Count me as siding with the former camp.
Hoyer wasn't great overall, and the time he was good was helped by lousy competition but he was at least the main reason for Cleveland being good at all last year on offense. He's probably capped out as a player (quarterbacks almost always either pan out immediately or not at all) but he is in his prime if nothing else. Theoretically, he's young enough that he could be better with a better team around him. I mean, it's not as if he was playing with Brandon Marshall and Alshon Jeffery last year....
McCown on the other hand has 12 years of NFL time to show us exactly what he is: a career backup who has bounced around on half a dozen teams and never once shown he could be the answer. We know exactly who he is at age 35. Expecting anything more is pure, unbridled wishful thinking.
Paying him $5 million, after a 1-10 season, when he was available for the league minimum two years ago borders on madness. But it's the sort of madness coaches and GMs routinely engage in out of desperation to avoid being fired. 7-9 is better than 3-13 at least in the short term for job security.
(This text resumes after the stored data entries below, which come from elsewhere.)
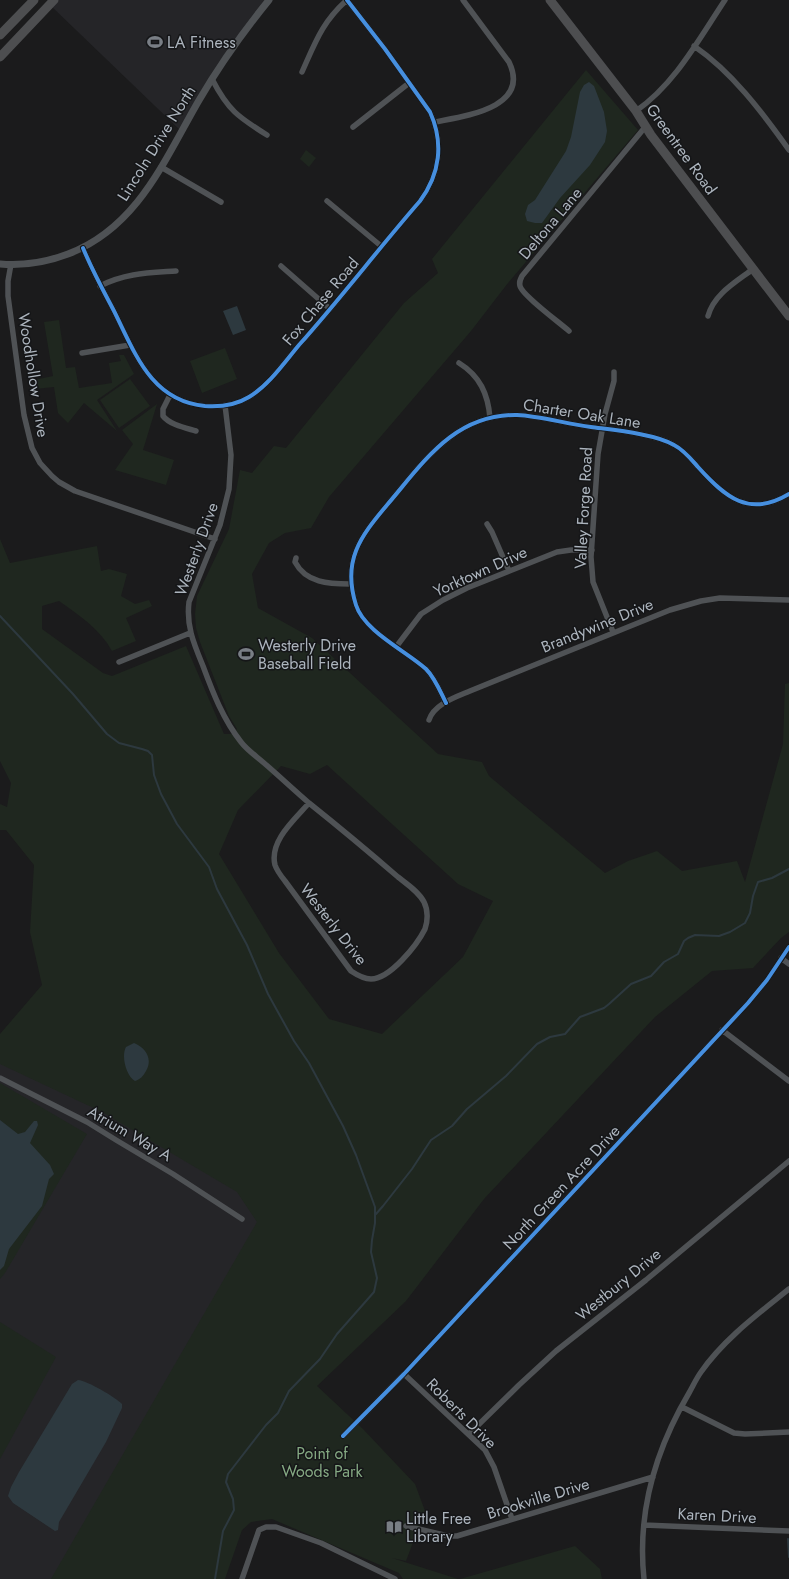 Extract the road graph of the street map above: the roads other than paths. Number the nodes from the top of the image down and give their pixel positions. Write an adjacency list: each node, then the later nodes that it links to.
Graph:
1 (34, 0): 8 (main road)
2 (54, 0): 10 (main road)
3 (269, 0): 12 (street, Lincoln Drive North)
4 (347, 0): 11 (street); 13 (street, Fox Chase Road)
5 (463, 0): 15 (street)
6 (550, 0): 14 (main road, Greentree Road)
7 (725, 0): 9 (street)
8 (0, 35)
9 (694, 46): 14 (street); 19 (street)
10 (0, 57)
11 (302, 72)
12 (212, 80): 18 (street); 20 (street, Lincoln Drive North)
13 (409, 83): 15 (street, Fox Chase Road); 17 (street)
14 (636, 111): 16 (main road, Greentree Road)
15 (435, 122): 23 (street, Fox Chase Road)
16 (646, 126): 28 (main road, Greentree Road); 34 (street, Deltona Lane)
17 (353, 127)
18 (267, 135)
19 (789, 150)
20 (160, 167): 22 (street); 24 (street, Lincoln Drive North)
21 (327, 201): 23 (street)
22 (221, 202)
23 (381, 246): 31 (street, Fox Chase Road)
24 (83, 248): 26 (street, Lincoln Drive North); 30 (street, Fox Chase Road)
25 (0, 264): 26 (street, Lincoln Drive North)
26 (11, 264): 46 (street, Woodhollow Drive)
27 (281, 266): 31 (street)
28 (753, 269): 32 (street); 33 (main road, Greentree Road)
29 (176, 271): 30 (street)
30 (100, 286): 35 (street, Fox Chase Road)
31 (330, 309): 40 (street, Fox Chase Road)
32 (708, 316)
33 (789, 316)
34 (569, 331)
35 (130, 345): 36 (street); 39 (street, Fox Chase Road)
36 (82, 353)
37 (459, 363): 41 (street)
38 (614, 372): 42 (street, Valley Forge Road)
39 (170, 395): 40 (street, Fox Chase Road); 43 (street)
40 (225, 405): 46 (street, Westerly Drive)
41 (490, 418): 42 (street, Charter Oak Lane); 50 (street, Charter Oak Lane)
42 (602, 429): 44 (street, Charter Oak Lane); 47 (street, Valley Forge Road)
43 (196, 431)
44 (789, 494)
45 (487, 524): 49 (street)
46 (215, 539): 53 (street, Westerly Drive)
47 (592, 550): 49 (street, Yorktown Drive); 52 (street, Valley Forge Road)
48 (296, 558): 50 (street)
49 (509, 571): 54 (street, Yorktown Drive)
50 (350, 584): 54 (street, Charter Oak Lane)
51 (789, 600): 52 (street, Brandywine Drive)
52 (613, 632): 56 (street, Brandywine Drive)
53 (190, 633): 55 (street); 58 (street, Westerly Drive)
54 (396, 647): 56 (street, Charter Oak Lane)
55 (119, 662)
56 (446, 703): 57 (street, Brandywine Drive)
57 (429, 720)
58 (309, 803): 58 (street, Westerly Drive)
59 (789, 947): 60 (street, North Green Acre Drive)
60 (781, 958): 61 (street); 62 (street, North Green Acre Drive)
61 (789, 964)
62 (722, 1030): 64 (street); 68 (street, North Green Acre Drive)
63 (0, 1078): 66 (street, Atrium Way A)
64 (789, 1081)
65 (789, 1160): 71 (street, Westbury Drive)
66 (242, 1219)
67 (789, 1289): 69 (street)
68 (404, 1374): 71 (street, Roberts Drive); 72 (street, North Green Acre Drive)
69 (682, 1407): 70 (street); 73 (street)
70 (789, 1432)
71 (469, 1434): 74 (street, Roberts Drive)
72 (343, 1436)
73 (653, 1477): 74 (street, Brookville Drive); 75 (street)
74 (512, 1519): 76 (street, Brookville Drive)
75 (644, 1525): 77 (street, Karen Drive); 80 (street)
76 (406, 1526)
77 (789, 1531)
78 (242, 1579): 79 (street)
79 (395, 1579)
80 (644, 1579) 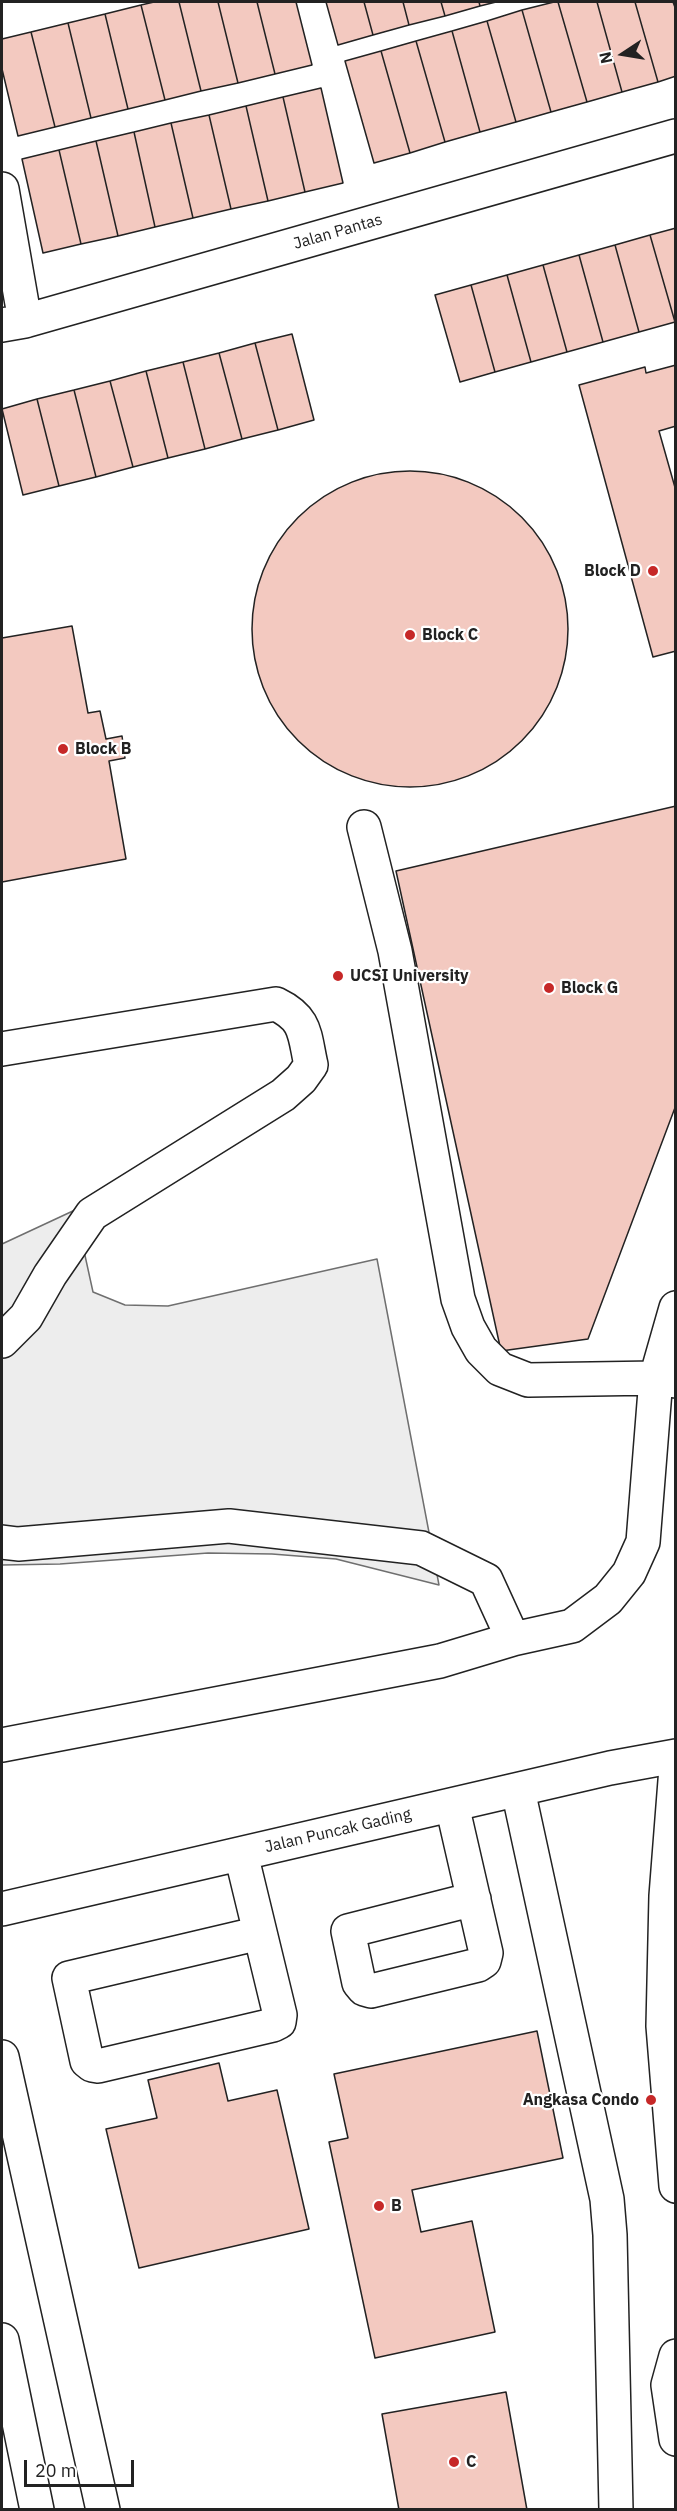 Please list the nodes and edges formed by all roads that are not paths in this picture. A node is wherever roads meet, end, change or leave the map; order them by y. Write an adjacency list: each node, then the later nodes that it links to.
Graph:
1 (675, 136): 3 (street, Jalan Pantas)
2 (2, 189): 3 (street)
3 (14, 323)
4 (364, 827): 8 (street)
5 (2, 1049): 7 (street)
6 (675, 1308): 8 (street)
7 (2, 1341)
8 (666, 1379): 10 (street)
9 (2, 1542): 10 (street)
10 (513, 1639): 11 (street)
11 (2, 1745)
12 (675, 1756): 14 (street, Jalan Puncak Gading)
13 (675, 1768): 21 (street)
14 (518, 1790): 15 (street, Jalan Puncak Gading); 27 (street)
15 (452, 1805): 16 (street, Jalan Puncak Gading); 17 (street)
16 (241, 1854): 18 (street, Jalan Puncak Gading); 19 (street)
17 (474, 1899)
18 (2, 1910)
19 (260, 1933): 19 (street)
20 (2, 2057): 26 (street)
21 (675, 2186)
22 (2, 2340): 25 (street)
23 (675, 2356): 24 (street)
24 (675, 2439)
25 (37, 2510)
26 (103, 2510)
27 (616, 2510)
I mean, maybe not for "Trigger Finger Haslam", who will apparently fire you for trying and failing to sign your 1st, 2nd, 3rd, and 4th choice at Head Coach, but normally it helps.
The problem with this old-fashioned approach of signing aging backups to expensive deals (Cleveland's got a patent on this strategy by now) is that it's a waste of an opportunity.
For starters, any snap that McCown plays in a regular season game is one less chance to find out more about either Johnny Manziel or some other young quarterback. Sure Connor Shaw is probably not long for the NFL but you'll never unearth the Tom Brady's and Russell Wilson's of the world if you never play these no-namers because some old guy is holding down the fort in a losing season.
Second, while Cleveland has lots of cap space, that's money that could go to a stud receiver, defender or literally anything else. Yes, Manziel was a disaster but what better way to prove or disprove his legitimacy but go for broke in putting players around him? You spent a first round pick on him for godsakes. You can find old washed up QBs on the street for league minimum and they'll be just as useful as Manziel's mentor. You don't need to pay $5 million for the privilege.
Matt Schaub is literally available right now for free as long as you don't force him to shave his beard.
Signing McCown at that price is the move of a scared, rudderless, desperate team. I actually like Mike Pettine (and hey McCown seems like a good guy, too) but given who runs the show in Cleveland, what else would you expect from our friends on Lake Erie?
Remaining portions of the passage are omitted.